A cela s’ajoute la situation sécuritaire du nord rendue très dégradante par des attaques terroristes. Pour preuve, ce sont plus de 500 personnes qui ont été tuées au Mali pendant les douze derniers mois. Sur les 400 victimes de la crise, plus de 200 ont perdu la vie après la signature de l’Accord à cause du caractère nonchalant de sa mise en œuvre. L’instabilité s’est propagée. Elle confine à l’anarchie  dans certaines zones. Les témoignages concordent: à 10 kms de Tombouctou, il n’y a plus d’État, au-delà d’Almoustarat, il n’y a plus de Mali. Les routes ne sont plus sûres dans plusieurs régions. Dans le centre du pays, la multiplication des actions terroristes ou de banditisme donnent le frisson. Le processus de paix est enlisé.

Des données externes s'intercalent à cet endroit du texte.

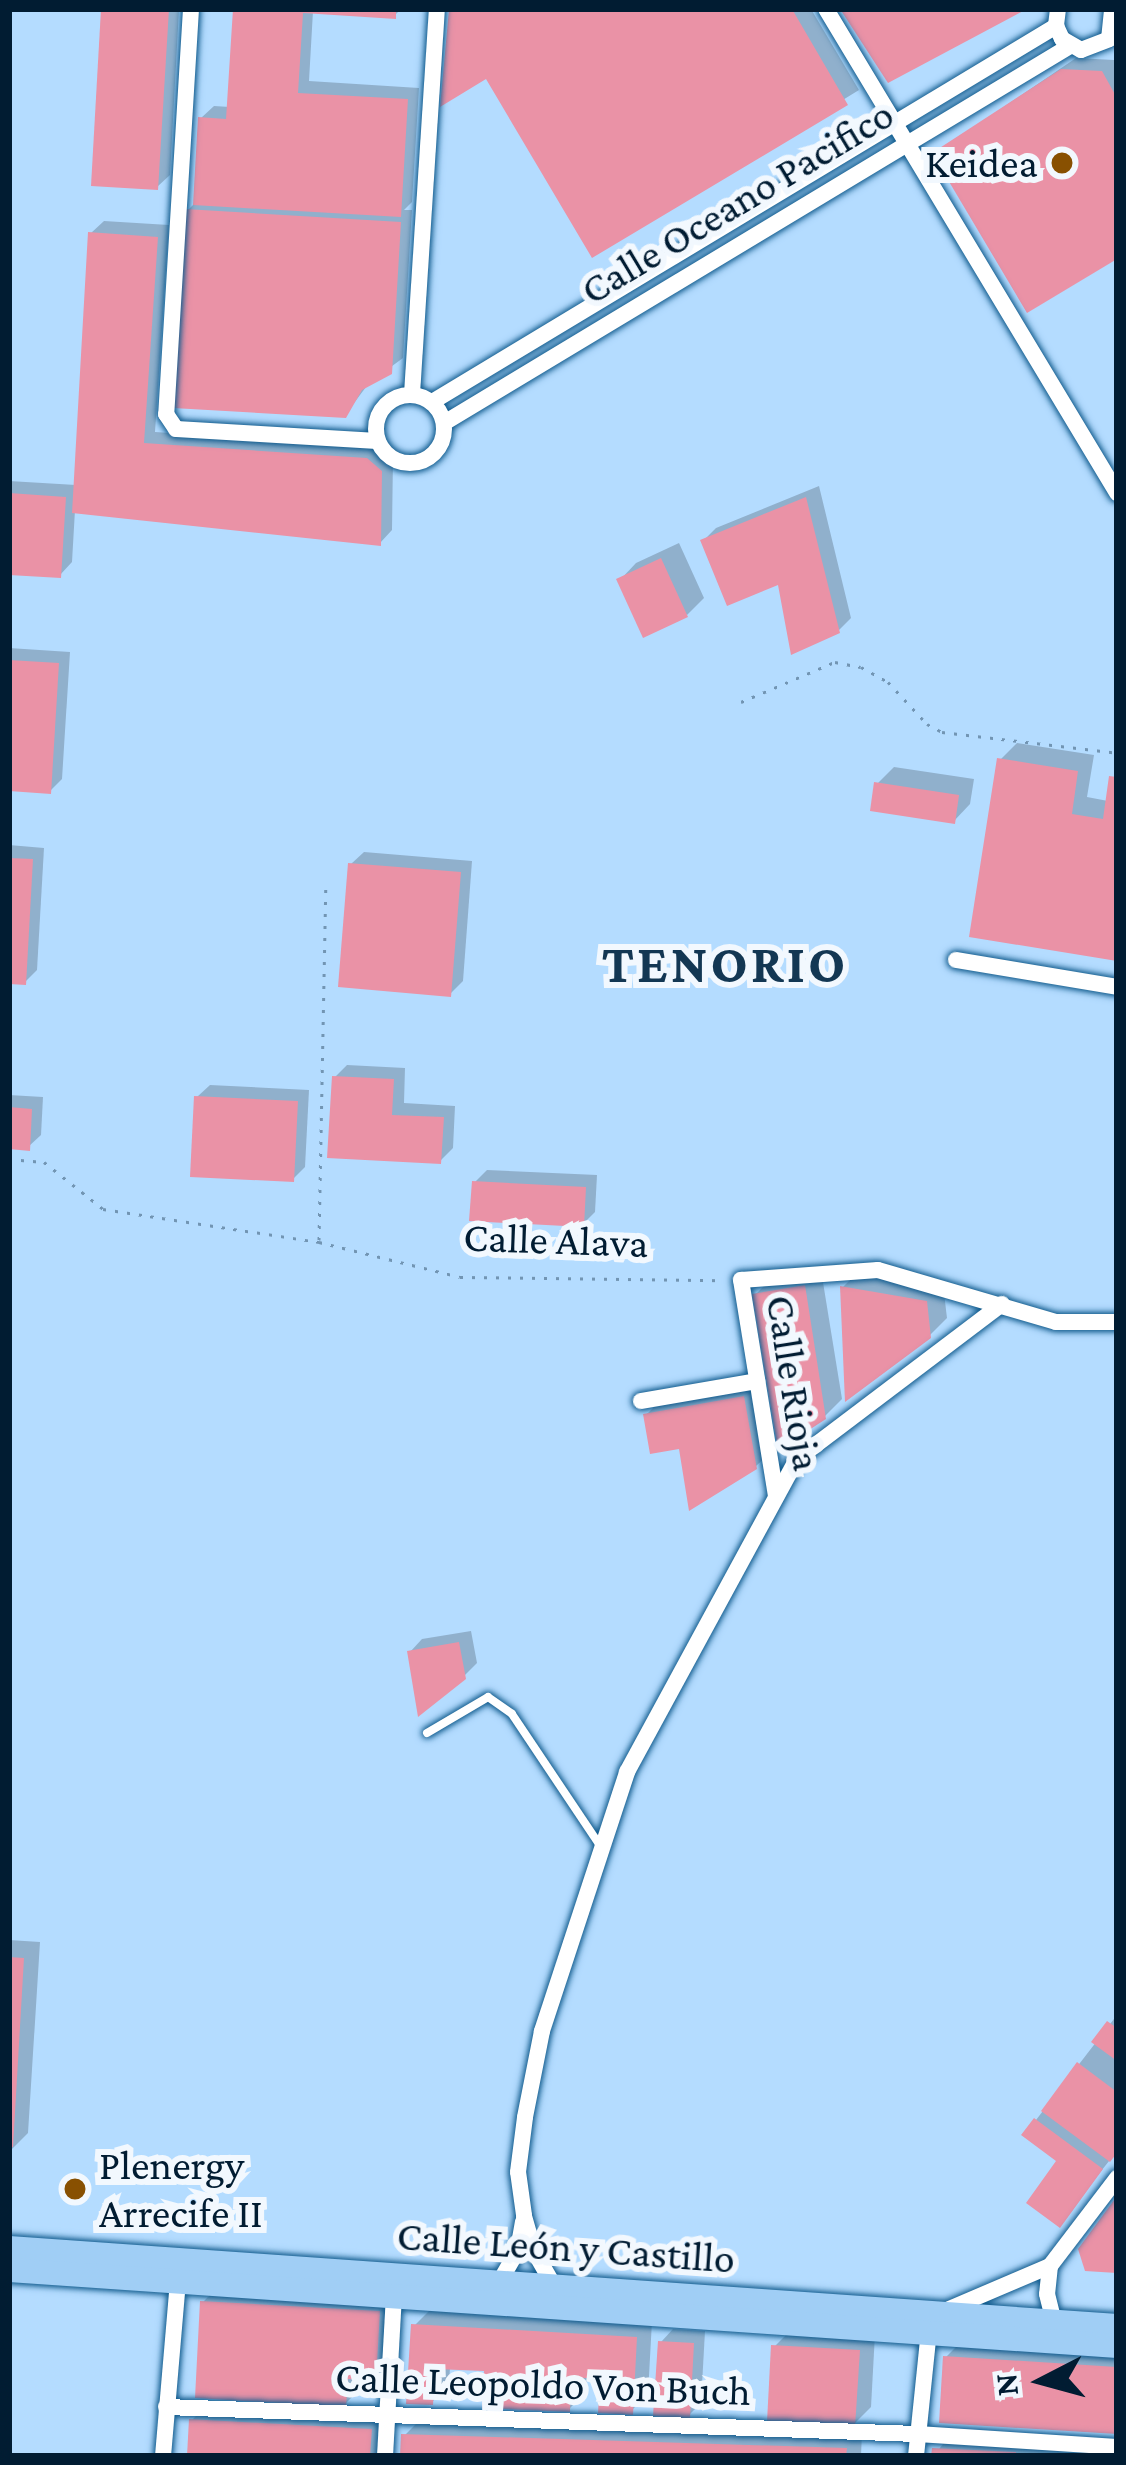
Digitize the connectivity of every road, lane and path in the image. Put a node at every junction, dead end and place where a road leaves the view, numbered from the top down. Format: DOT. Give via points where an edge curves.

Un nouveau schéma se précise !

En effet, l’occupation militaire de la ville de Ménaka par la CMA démontre à tous les observateurs que l’accord signé en Mai et juin est mis en mal.

Depuis l’annonce du Gouvernement de son retour les 20 juin et 20 juillet à Kidal, les parties signataires ont décidé de traduire cette démarche par la violence. Plusieurs maliens tués, sacrifiés au nom d’une guerre imposée entre des frères de même sang.

Un nouveau schéma se précise bien dans l’AZAWAD. La CMA va désormais assurer la gestion administrative et militaire de Kidal à travers le HCUA, le MNLA ;  Ménaka,  Gao et Tombouctou dans deux semaines par le MPSA, si non déjà encerclé virtuellement par la CMA à travers le MAA. Taoudéni est déjà entre leurs mains. Une situation confuse pour certains mais édifiante pour bon nombre de spécialistes de la question.

Le Gouvernement malien est impuissant face à cette situation, la communauté internationale reste passive et les populations dans leur diversité ethnique observent sans être consultées.

Une renégociation de l’accord s’impose, quand Kidal demande la nomination d’un nouveau Gouverneur, l’opérationnalisation du MOC sans le GATIA , quant aux groupes de la plate-forme , ils exigent plus d’autorité sur Kidal et le politique Malien s’accroche à sa révision constitutionnelle mise en cause cette fois-ci par Kidal qui exhorte les acteurs à travers des amendements la prise en compte de certains points.